Julián Pasternak
Para afrontar el hastío de la libertad (todas las posibilidades del mundo al alcance de la mano, y yo aquí encerrado en un cuarto piso) fuimos el viernes a ver la luna de cerca. El observatorio de La Nueva Esperanza está metido en la ciudad, a 20 o 30 cuadras de cualquier lado, en el medio de una plaza que antiguamente ocupaba una cancha de fútbol sin césped. Llegamos antes de las 21, y no esperábamos nada. Ni siquiera que estuviese abierto, pero estaba. Fuimos pasando, casi sin preguntar, por las puertas que encontramos abiertas, y subimos unas escaleras hasta llegar a la cúpula oscura, solitaria, donde está el telescopio. “¿Sos vos, Gabriel?”, preguntó un tipo desde algún lado cuando escuchó los pasos. “No”. “¿Quién es?”. “Nadie. Venimos a ver”. El tipo, con un traje gastado por el uso, abrió la puerta de una oficina y nos miró detrás de los anteojos. Su rostro dibujaba un reproche. No era contra nosotros: era un reproche mudo contra el mundo. No dijo casi nada. Subió por la escalerita hasta el telescopio, abrió la cúpula, y se puso a buscar las coordenadas de la luna.
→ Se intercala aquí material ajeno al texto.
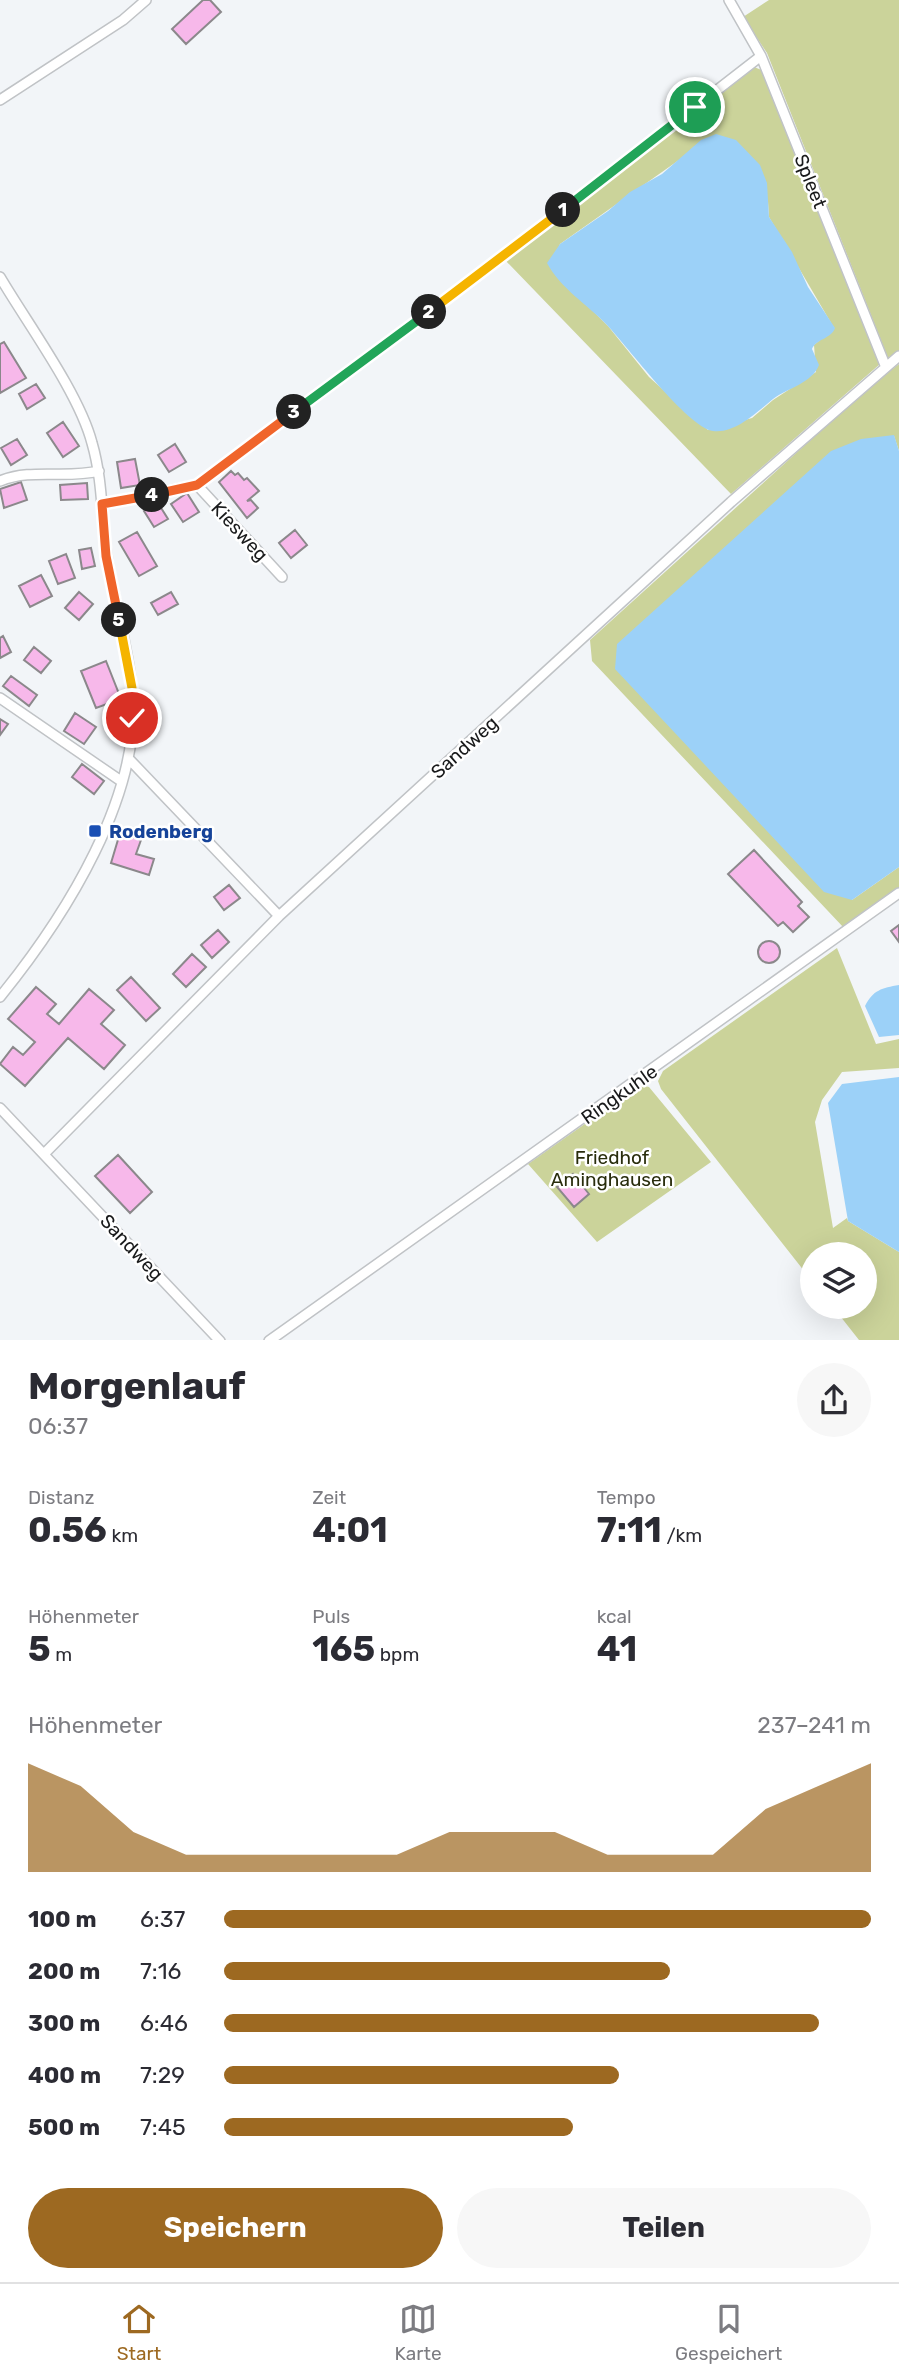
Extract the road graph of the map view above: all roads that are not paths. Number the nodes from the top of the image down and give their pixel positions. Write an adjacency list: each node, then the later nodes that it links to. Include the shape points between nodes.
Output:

Después que la encontró abandonó la silla. “Suban”, dijo, “vean”. Y se sentó detrás de la mirilla para orientarnos en el viaje. La luna estaba en cuarto creciente y se veía nítida, repleta de cráteres, cruzada por la sombra y fragmentada por manchas grises. “Las manchas grises son los ‘mares’ de la luna. En algún momento se pensó que una gran parte de la superficie lunar estaba cubierta de agua”, dijo. “En la parte donde es de noche, la temperatura es de unos 200 grados centígrados bajo cero aproximadamente. Hace frío”, dijo.
(Más información en la edición gráfica de ANALISIS de esta semana)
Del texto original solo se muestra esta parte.